### Saved data entries:
[Start of section]

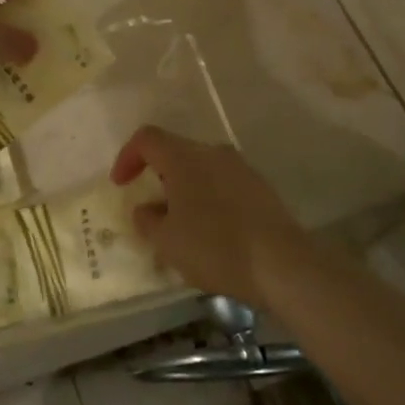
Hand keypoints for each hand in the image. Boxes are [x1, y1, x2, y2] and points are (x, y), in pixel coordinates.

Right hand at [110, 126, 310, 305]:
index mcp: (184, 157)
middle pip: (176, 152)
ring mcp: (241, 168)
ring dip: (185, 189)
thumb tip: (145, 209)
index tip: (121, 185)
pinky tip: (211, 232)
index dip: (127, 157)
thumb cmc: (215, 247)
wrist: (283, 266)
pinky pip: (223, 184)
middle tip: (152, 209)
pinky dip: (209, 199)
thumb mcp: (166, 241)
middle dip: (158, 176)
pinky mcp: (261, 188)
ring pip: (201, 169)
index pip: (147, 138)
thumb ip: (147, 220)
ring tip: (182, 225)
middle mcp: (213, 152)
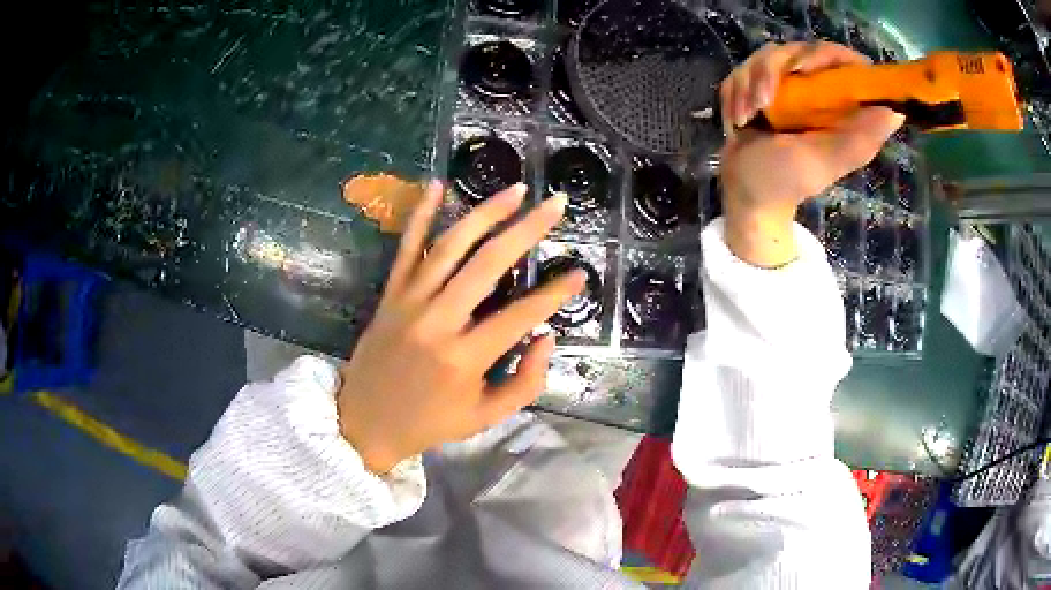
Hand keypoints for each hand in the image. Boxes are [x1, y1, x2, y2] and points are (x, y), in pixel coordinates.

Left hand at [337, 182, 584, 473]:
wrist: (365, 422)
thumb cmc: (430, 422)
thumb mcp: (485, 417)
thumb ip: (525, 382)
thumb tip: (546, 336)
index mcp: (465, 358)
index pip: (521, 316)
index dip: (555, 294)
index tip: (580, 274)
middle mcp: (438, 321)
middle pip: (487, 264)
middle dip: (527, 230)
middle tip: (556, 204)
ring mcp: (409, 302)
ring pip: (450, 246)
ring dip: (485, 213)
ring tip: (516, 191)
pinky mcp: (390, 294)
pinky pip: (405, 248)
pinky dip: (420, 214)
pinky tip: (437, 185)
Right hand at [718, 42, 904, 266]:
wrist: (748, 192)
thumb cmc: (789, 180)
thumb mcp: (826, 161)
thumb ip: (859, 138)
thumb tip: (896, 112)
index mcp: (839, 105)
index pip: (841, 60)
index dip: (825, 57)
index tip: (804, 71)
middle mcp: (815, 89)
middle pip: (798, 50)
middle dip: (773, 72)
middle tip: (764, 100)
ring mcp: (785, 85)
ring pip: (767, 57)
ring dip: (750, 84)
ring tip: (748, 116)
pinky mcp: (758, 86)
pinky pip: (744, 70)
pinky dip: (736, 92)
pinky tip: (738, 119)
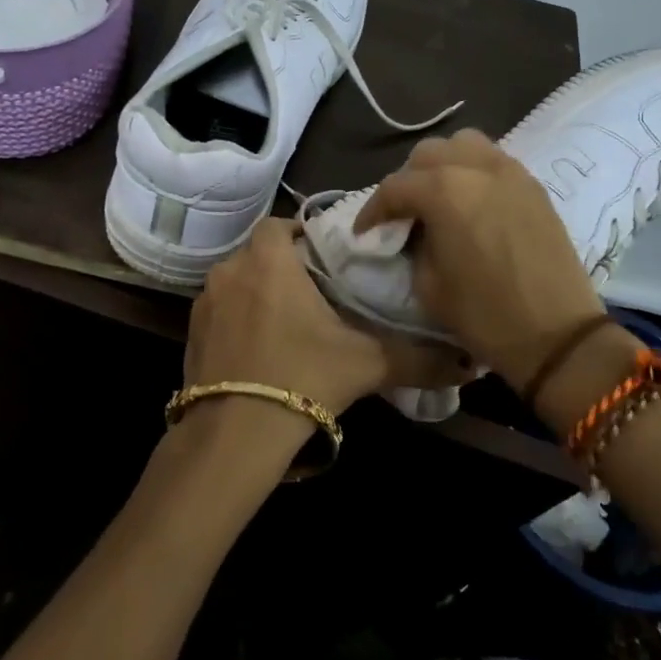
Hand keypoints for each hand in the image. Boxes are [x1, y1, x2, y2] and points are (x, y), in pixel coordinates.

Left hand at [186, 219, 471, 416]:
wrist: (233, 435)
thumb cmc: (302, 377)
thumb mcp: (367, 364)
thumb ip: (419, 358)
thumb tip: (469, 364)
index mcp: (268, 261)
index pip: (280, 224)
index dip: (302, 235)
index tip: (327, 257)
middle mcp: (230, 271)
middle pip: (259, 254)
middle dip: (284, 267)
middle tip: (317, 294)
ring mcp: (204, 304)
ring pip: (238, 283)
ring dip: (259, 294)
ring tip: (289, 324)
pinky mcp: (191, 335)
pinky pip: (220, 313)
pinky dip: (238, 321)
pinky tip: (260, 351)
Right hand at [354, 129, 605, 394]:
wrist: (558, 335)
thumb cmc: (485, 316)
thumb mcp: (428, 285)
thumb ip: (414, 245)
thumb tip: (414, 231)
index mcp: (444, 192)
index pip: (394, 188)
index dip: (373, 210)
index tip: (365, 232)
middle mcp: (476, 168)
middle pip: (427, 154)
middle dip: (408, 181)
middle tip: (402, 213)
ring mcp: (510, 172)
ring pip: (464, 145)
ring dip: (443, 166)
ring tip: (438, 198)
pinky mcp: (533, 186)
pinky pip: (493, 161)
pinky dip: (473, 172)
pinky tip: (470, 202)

[End of section]

### Goal of the exercise:
In the transcription, every picture is to be excluded and the records above given again exactly.

### The completed task:
Hand keypoints for each hand in the image. Boxes are [x1, y1, x2, y2] and points are (x, y), in pixel coordinates.

Right hand at [110, 126, 310, 305]:
index mcp: (184, 157)
middle pip: (176, 152)
ring mcp: (241, 168)
ring dip: (185, 189)
thumb tip: (145, 209)
index tip: (121, 185)
pinky tip: (211, 232)
index dip: (127, 157)
thumb cmc: (215, 247)
wrist: (283, 266)
pinky pip: (223, 184)
middle tip: (152, 209)
pinky dip: (209, 199)
thumb mcp: (166, 241)
middle dip: (158, 176)
pinky mcp: (261, 188)
ring pip: (201, 169)
index pip: (147, 138)
thumb ip: (147, 220)
ring tip: (182, 225)
middle mcp: (213, 152)
Hand keypoints for each hand in the image. Boxes are [x1, y1, x2, y2] and points are (x, y), in pixel coordinates.

Left hand at [337, 182, 584, 473]:
wrist: (365, 422)
thumb cmc: (430, 422)
thumb mcp: (485, 417)
thumb ip: (525, 382)
thumb tip: (546, 336)
index mcp: (465, 358)
index pip: (521, 316)
index dip: (555, 294)
index tip: (580, 274)
middle mcp: (438, 321)
middle pip: (487, 264)
middle dip: (527, 230)
middle tip: (556, 204)
ring mcp: (409, 302)
ring pip: (450, 246)
ring dip: (485, 213)
ring tip: (516, 191)
pinky mcp: (390, 294)
pinky pip: (405, 248)
pinky dip: (420, 214)
pinky tip: (437, 185)
Right hand at [718, 42, 904, 266]:
wrist: (748, 192)
thumb cmc: (789, 180)
thumb mcp: (826, 161)
thumb ip: (859, 138)
thumb tip: (896, 112)
index mcp: (839, 105)
index pip: (841, 60)
index dip: (825, 57)
index tip: (804, 71)
middle mcp: (815, 89)
middle pip: (798, 50)
middle dip: (773, 72)
middle tip: (764, 100)
ring mcp: (785, 85)
ring pip: (767, 57)
ring dip: (750, 84)
ring tip: (748, 116)
pinky mcp: (758, 86)
pinky pip: (744, 70)
pinky dip: (736, 92)
pinky tip: (738, 119)
Hand keypoints for each hand in the image. Boxes are [x1, y1, x2, y2] and points are (x, y), in pixel coordinates.

Left hand at [186, 219, 471, 416]:
wrist: (233, 435)
thumb cmc: (302, 377)
thumb mcp: (367, 364)
thumb ip: (419, 358)
thumb tip: (469, 364)
index mcp: (268, 261)
index pip: (280, 224)
index dip: (302, 235)
index tip: (327, 257)
middle mcp: (230, 271)
middle pip: (259, 254)
middle dip: (284, 267)
middle tip: (317, 294)
ring mcp: (204, 304)
ring pip: (238, 283)
ring dip: (259, 294)
ring tip: (289, 324)
pinky mcp: (191, 335)
pinky pip: (220, 313)
pinky dip: (238, 321)
pinky tip: (260, 351)
Right hand at [354, 129, 605, 394]:
wrist: (558, 335)
thumb cmc: (485, 316)
thumb mcp: (428, 285)
thumb ip: (414, 245)
thumb tip: (414, 231)
index mcp: (444, 192)
index pip: (394, 188)
index dip: (373, 210)
index tip: (365, 232)
middle mcp: (476, 168)
middle pip: (427, 154)
middle dip: (408, 181)
middle tip: (402, 213)
ring mcp: (510, 172)
ring pip: (464, 145)
ring dip: (443, 166)
ring tip: (438, 198)
pinky mcp: (533, 186)
pinky pip: (493, 161)
pinky dip: (473, 172)
pinky tip: (470, 202)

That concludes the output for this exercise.